_ASSIGNMENT:_
Could you repeat all of the entries word for word, minus any pictures?

++++ PROVIDED ENTRIES

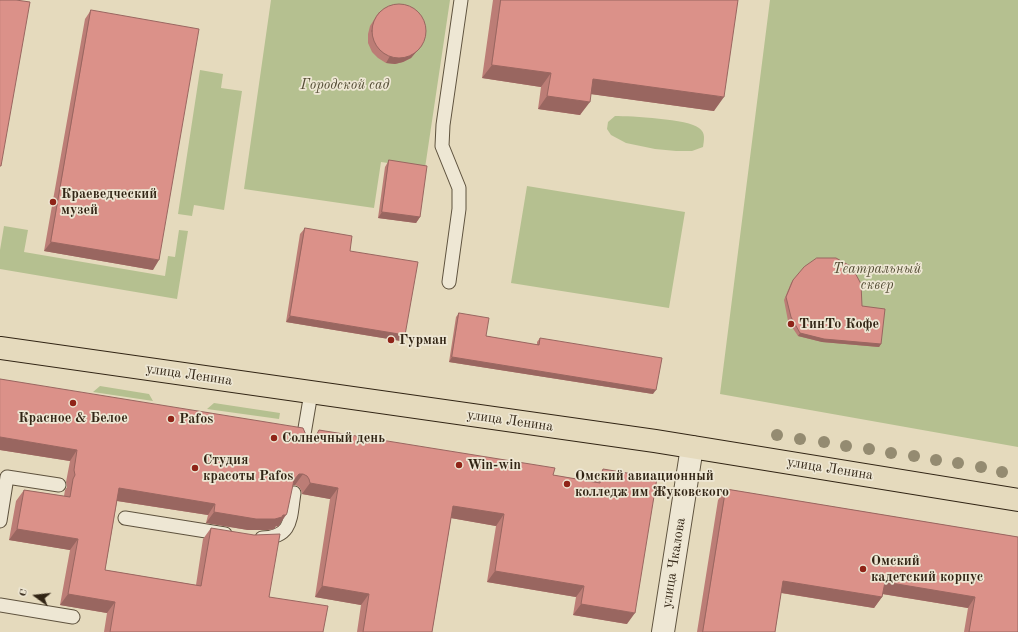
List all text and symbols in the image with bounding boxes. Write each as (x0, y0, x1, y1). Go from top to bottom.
park label: Городской сад (301, 77, 389, 93)
place label: Краеведческий музей (61, 186, 157, 218)
marker: Краеведческий музей (48, 197, 58, 207)
park label: Театральный сквер (833, 261, 921, 294)
place label: ТинТо Кофе (799, 316, 879, 332)
marker: ТинТо Кофе (786, 319, 796, 329)
place label: Гурман (399, 332, 447, 348)
marker: Гурман (386, 335, 396, 345)
street label: улица Ленина (145, 361, 233, 389)
marker: Красное & Белое (68, 398, 78, 408)
street label: улица Ленина (466, 407, 554, 435)
place label: Красное & Белое (18, 410, 128, 426)
place label: Pafos (179, 411, 213, 427)
marker: Pafos (166, 414, 176, 424)
place label: Солнечный день (282, 430, 385, 446)
marker: Солнечный день (269, 433, 279, 443)
place label: Студия красоты Pafos (203, 452, 293, 484)
street label: улица Ленина (786, 454, 874, 484)
place label: Win-win (467, 457, 521, 473)
marker: Win-win (454, 460, 464, 470)
marker: Студия красоты Pafos (190, 463, 200, 473)
place label: Омский авиационный колледж им Жуковского (575, 468, 729, 500)
marker: Омский авиационный колледж им Жуковского (562, 479, 572, 489)
street label: улица Чкалова (659, 516, 689, 610)
place label: Омский кадетский корпус (871, 553, 983, 586)
marker: Омский кадетский корпус (858, 564, 868, 574)
north arrow (16, 576, 56, 616)
text: С (18, 588, 30, 598)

++++++++

_ANSWER SPACE:_
List all text and symbols in the image with bounding boxes. Write each as (x0, y0, x1, y1). Go from top to bottom.
park label: Городской сад (301, 77, 389, 93)
place label: Краеведческий музей (61, 186, 157, 218)
marker: Краеведческий музей (48, 197, 58, 207)
park label: Театральный сквер (833, 261, 921, 294)
place label: ТинТо Кофе (799, 316, 879, 332)
marker: ТинТо Кофе (786, 319, 796, 329)
place label: Гурман (399, 332, 447, 348)
marker: Гурман (386, 335, 396, 345)
street label: улица Ленина (145, 361, 233, 389)
marker: Красное & Белое (68, 398, 78, 408)
street label: улица Ленина (466, 407, 554, 435)
place label: Красное & Белое (18, 410, 128, 426)
place label: Pafos (179, 411, 213, 427)
marker: Pafos (166, 414, 176, 424)
place label: Солнечный день (282, 430, 385, 446)
marker: Солнечный день (269, 433, 279, 443)
place label: Студия красоты Pafos (203, 452, 293, 484)
street label: улица Ленина (786, 454, 874, 484)
place label: Win-win (467, 457, 521, 473)
marker: Win-win (454, 460, 464, 470)
marker: Студия красоты Pafos (190, 463, 200, 473)
place label: Омский авиационный колледж им Жуковского (575, 468, 729, 500)
marker: Омский авиационный колледж им Жуковского (562, 479, 572, 489)
street label: улица Чкалова (659, 516, 689, 610)
place label: Омский кадетский корпус (871, 553, 983, 586)
marker: Омский кадетский корпус (858, 564, 868, 574)
north arrow (16, 576, 56, 616)
text: С (18, 588, 30, 598)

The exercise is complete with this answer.